The CBIZ Small Business Employment Index reported a seasonally adjusted increase of 0.15% in November after experiencing two consecutive months of declines in hiring. The CBIZ SBEI tracks payroll and hiring trends for more than 3,100 companies that have 300 or fewer employees. According to the index, 19% of companies increased staffing, 61% made no change to their headcounts and 20% reduced employment totals in November.
“Up to this point, month-over-month employment trends have tightened in range compared to the SBEI historical data,” Anna Rathbun, CFA, chief investment officer of CBIZ Investment Advisory Services, said. “Even if small businesses are not inclined to hire in large numbers considering the uncertain economic environment, they are also not willing to lay off workers easily.”
The Bureau of Labor Statistics’ employment report indicated hiring growth that barely beat expectations in November, with the month’s reading showing an overall increase of 199,000 private-sector jobs. Given the overall hiring growth, the national unemployment rate fell slightly to 3.7%. The report is inclusive of all non-farm private employers across businesses of all sizes. Meanwhile, the ADP employment report indicated hiring growth among small, medium and large-sized companies. Its November reading showed an overall increase of 103,000 private-sector jobs for the month. Small businesses accounted for an increase of 6,000 of those jobs on a seasonally adjusted, month-over-month basis. The ADP report counts small businesses as companies with 49 or fewer employees, while the CBIZ SBEI uses data from companies with 300 employees or fewer.
From a regional perspective, the West (1.72%) was the only region to report an increase in small business hiring in November. The Central (0.05%) and Southeast (-0.07%) regions both showed a relatively flat reading, while the Northeast (-0.28%) experienced a decline.

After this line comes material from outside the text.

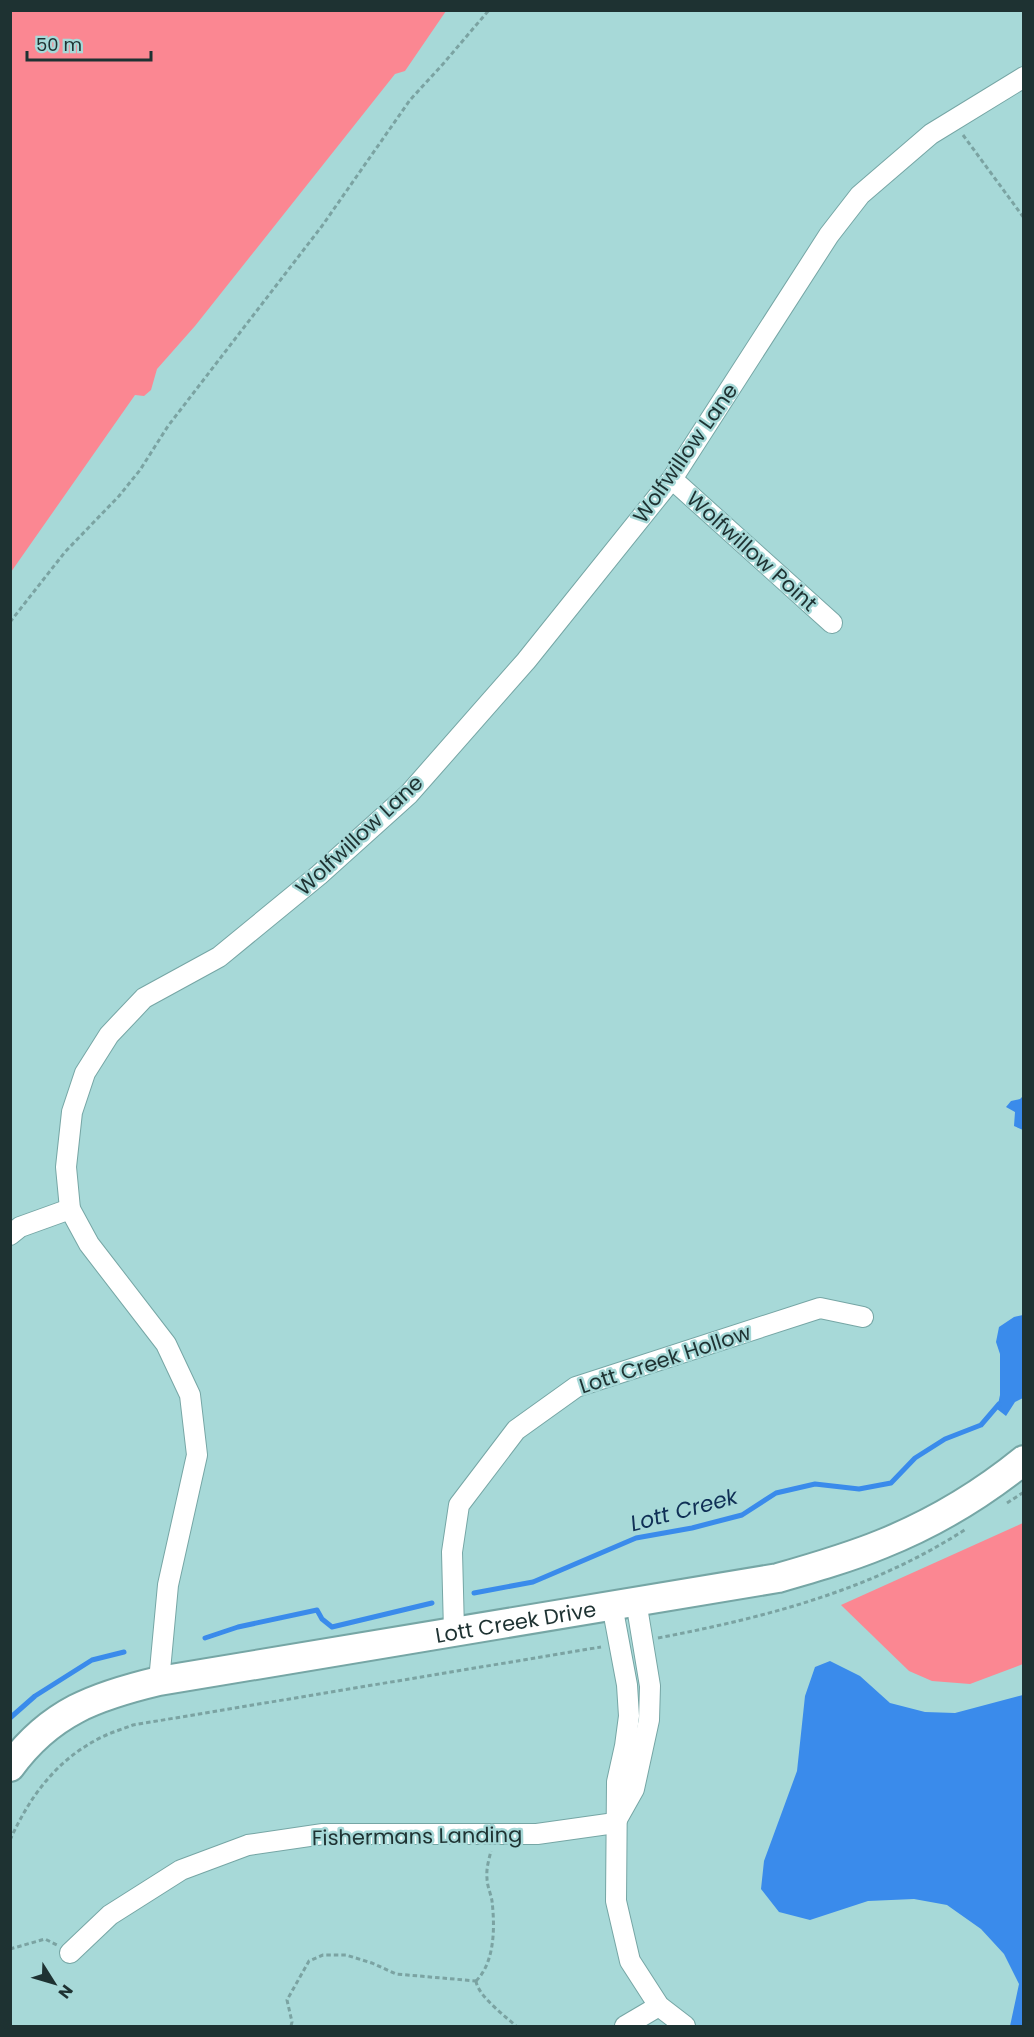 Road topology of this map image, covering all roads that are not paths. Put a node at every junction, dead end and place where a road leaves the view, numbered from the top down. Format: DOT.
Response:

On an industry level, gains in employment were occurred in management, transportation and utilities. Industry decreases were occurred in agriculture, fishing and hunting, information, and rental and leasing services.
“Out of the industries that shed jobs, information stands out,” Rathbun said. “As companies tighten their belts, spending on advertising as well as publishing, telecommunication and broadcasting can end up on the chopping block. Attrition in employment for these services may help to complete the picture of American enterprises becoming leaner through the end of the year.”